[[ Provided records, beginning ]]

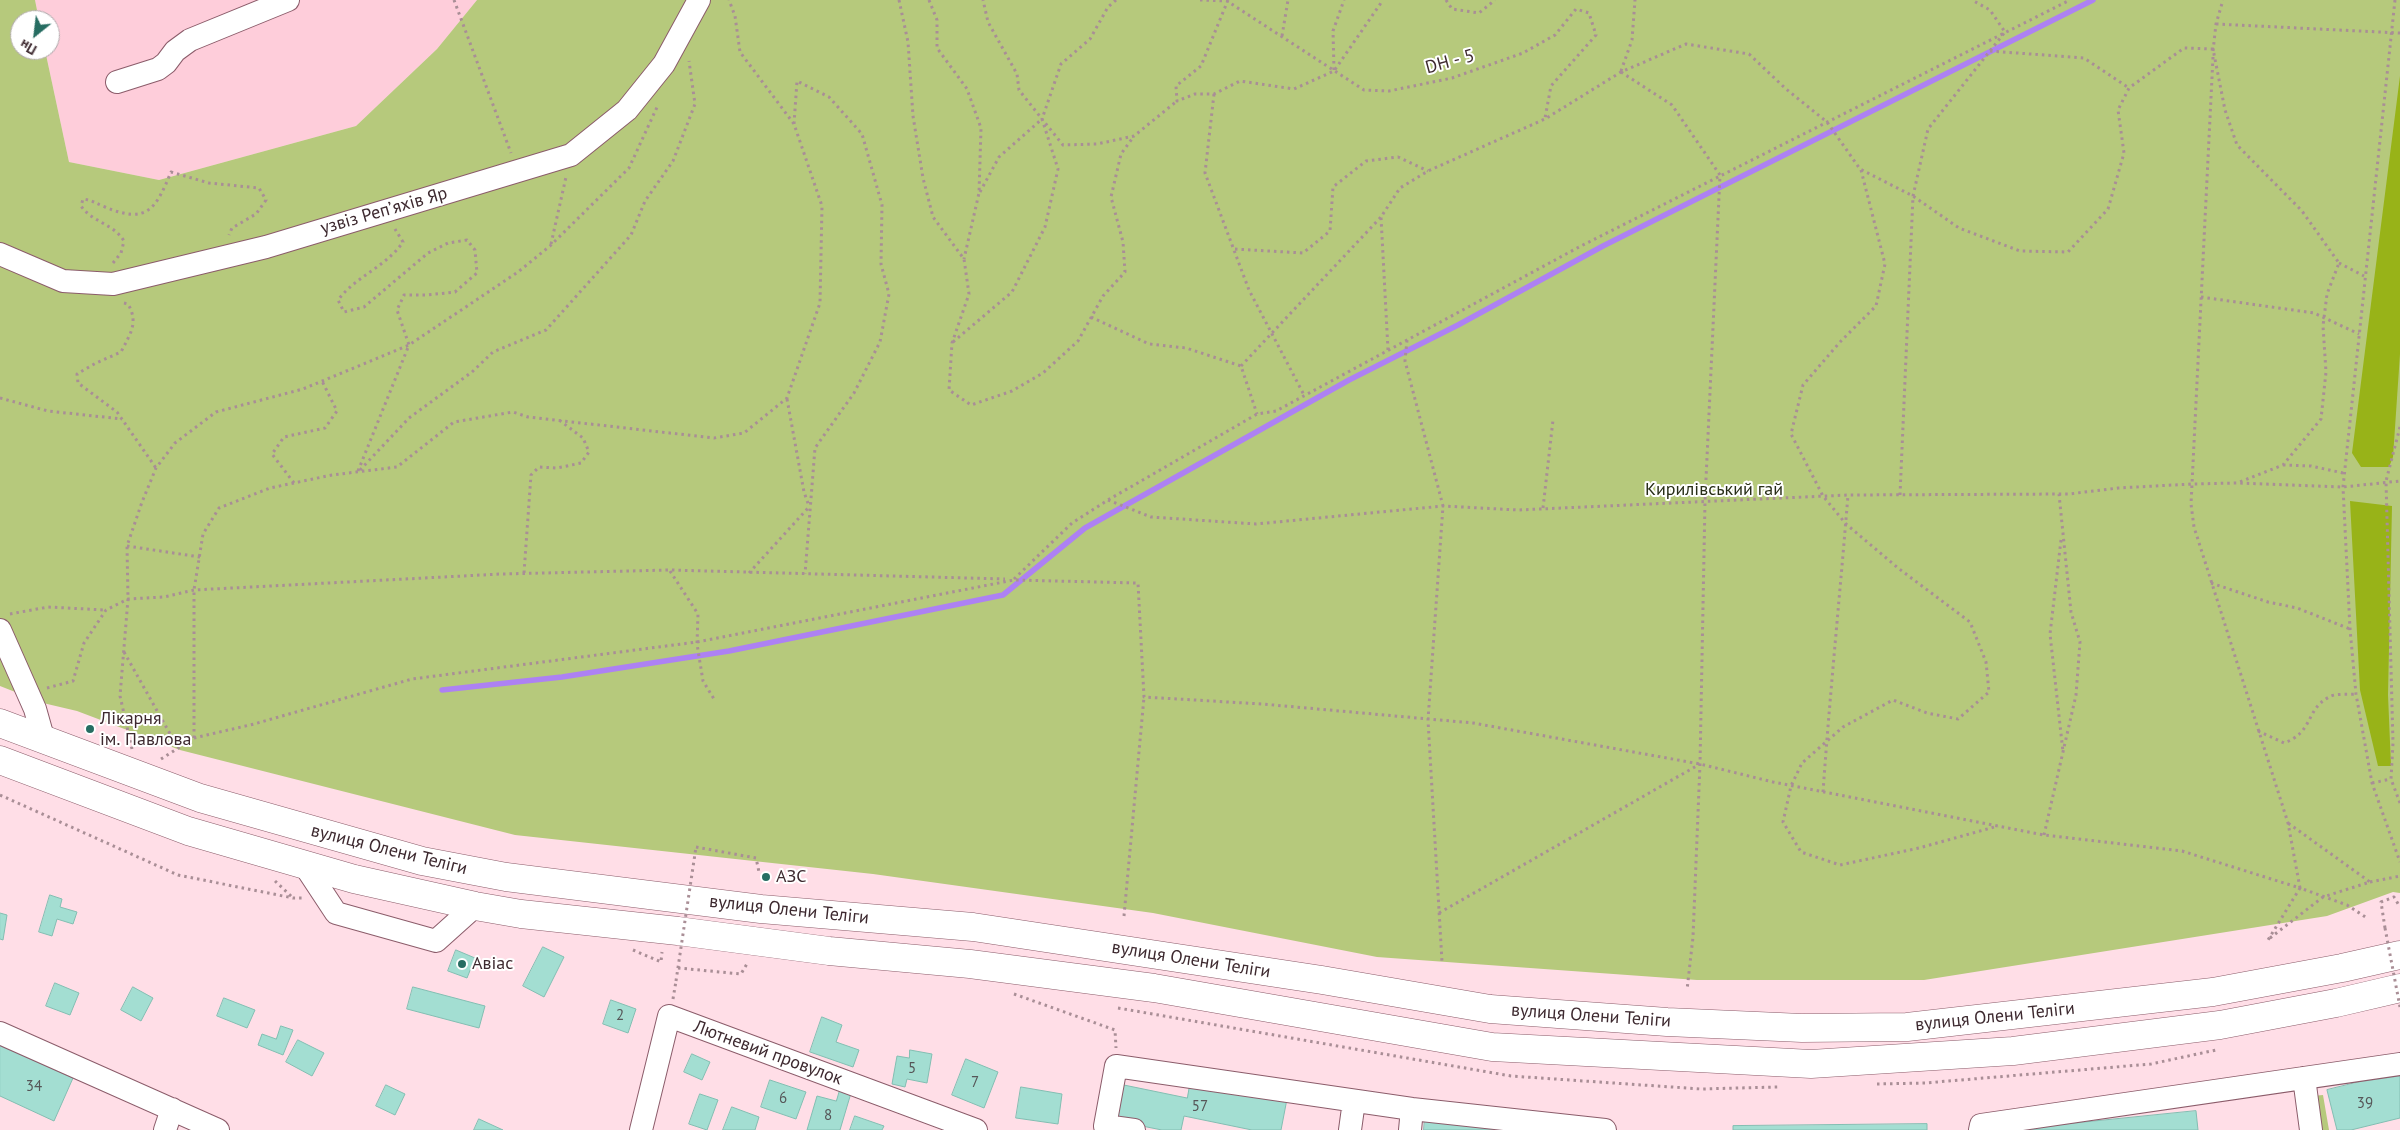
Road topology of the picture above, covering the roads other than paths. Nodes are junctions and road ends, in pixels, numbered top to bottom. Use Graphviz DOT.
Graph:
graph roads {
  1 [pos="288,0"];
  2 [pos="699,0"];
  3 [pos="117,82"];
  4 [pos="0,254"];
  5 [pos="0,630"];
  6 [pos="0,723"];
  7 [pos="44,741"];
  8 [pos="0,760"];
  9 [pos="305,866"];
  10 [pos="475,906"];
  11 [pos="2400,955"];
  12 [pos="2400,988"];
  13 [pos="0,1033"];
  14 [pos="2400,1064"];
  15 [pos="2304,1078"];
  16 [pos="1354,1101"];
  17 [pos="172,1109"];
  18 [pos="1411,1120"];
  19 [pos="165,1130"];
  20 [pos="218,1130"];
  21 [pos="641,1130"];
  22 [pos="976,1130"];
  23 [pos="1134,1130"];
  24 [pos="1350,1130"];
  25 [pos="1605,1130"];
  26 [pos="1980,1130"];
  27 [pos="2311,1130"];
  1 -- 3 [label="street"];
  2 -- 4 [label="street, узвіз Репʼяхів Яр"];
  5 -- 7 [label="street"];
  6 -- 7 [label="main road, вулиця Олени Теліги"];
  7 -- 11 [label="main road, вулиця Олени Теліги"];
  8 -- 9 [label="main road, вулиця Олени Теліги"];
  9 -- 10 [label="main road, вулиця Олени Теліги"];
  9 -- 10 [label="street"];
  10 -- 12 [label="main road, вулиця Олени Теліги"];
  13 -- 17 [label="street"];
  14 -- 15 [label="street"];
  15 -- 26 [label="street"];
  15 -- 27 [label="street"];
  16 -- 18 [label="street"];
  16 -- 23 [label="street"];
  16 -- 24 [label="street"];
  17 -- 19 [label="street"];
  17 -- 20 [label="street"];
  18 -- 25 [label="street"];
  21 -- 22 [label="street, Лютневий провулок"];
}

[[ Provided records, end ]]

■ Problem to work on
With the images left out, set down each record exactly as it appears.

■ Exercise response
Road topology of the picture above, covering the roads other than paths. Nodes are junctions and road ends, in pixels, numbered top to bottom. Use Graphviz DOT.
Graph:
graph roads {
  1 [pos="288,0"];
  2 [pos="699,0"];
  3 [pos="117,82"];
  4 [pos="0,254"];
  5 [pos="0,630"];
  6 [pos="0,723"];
  7 [pos="44,741"];
  8 [pos="0,760"];
  9 [pos="305,866"];
  10 [pos="475,906"];
  11 [pos="2400,955"];
  12 [pos="2400,988"];
  13 [pos="0,1033"];
  14 [pos="2400,1064"];
  15 [pos="2304,1078"];
  16 [pos="1354,1101"];
  17 [pos="172,1109"];
  18 [pos="1411,1120"];
  19 [pos="165,1130"];
  20 [pos="218,1130"];
  21 [pos="641,1130"];
  22 [pos="976,1130"];
  23 [pos="1134,1130"];
  24 [pos="1350,1130"];
  25 [pos="1605,1130"];
  26 [pos="1980,1130"];
  27 [pos="2311,1130"];
  1 -- 3 [label="street"];
  2 -- 4 [label="street, узвіз Репʼяхів Яр"];
  5 -- 7 [label="street"];
  6 -- 7 [label="main road, вулиця Олени Теліги"];
  7 -- 11 [label="main road, вулиця Олени Теліги"];
  8 -- 9 [label="main road, вулиця Олени Теліги"];
  9 -- 10 [label="main road, вулиця Олени Теліги"];
  9 -- 10 [label="street"];
  10 -- 12 [label="main road, вулиця Олени Теліги"];
  13 -- 17 [label="street"];
  14 -- 15 [label="street"];
  15 -- 26 [label="street"];
  15 -- 27 [label="street"];
  16 -- 18 [label="street"];
  16 -- 23 [label="street"];
  16 -- 24 [label="street"];
  17 -- 19 [label="street"];
  17 -- 20 [label="street"];
  18 -- 25 [label="street"];
  21 -- 22 [label="street, Лютневий провулок"];
}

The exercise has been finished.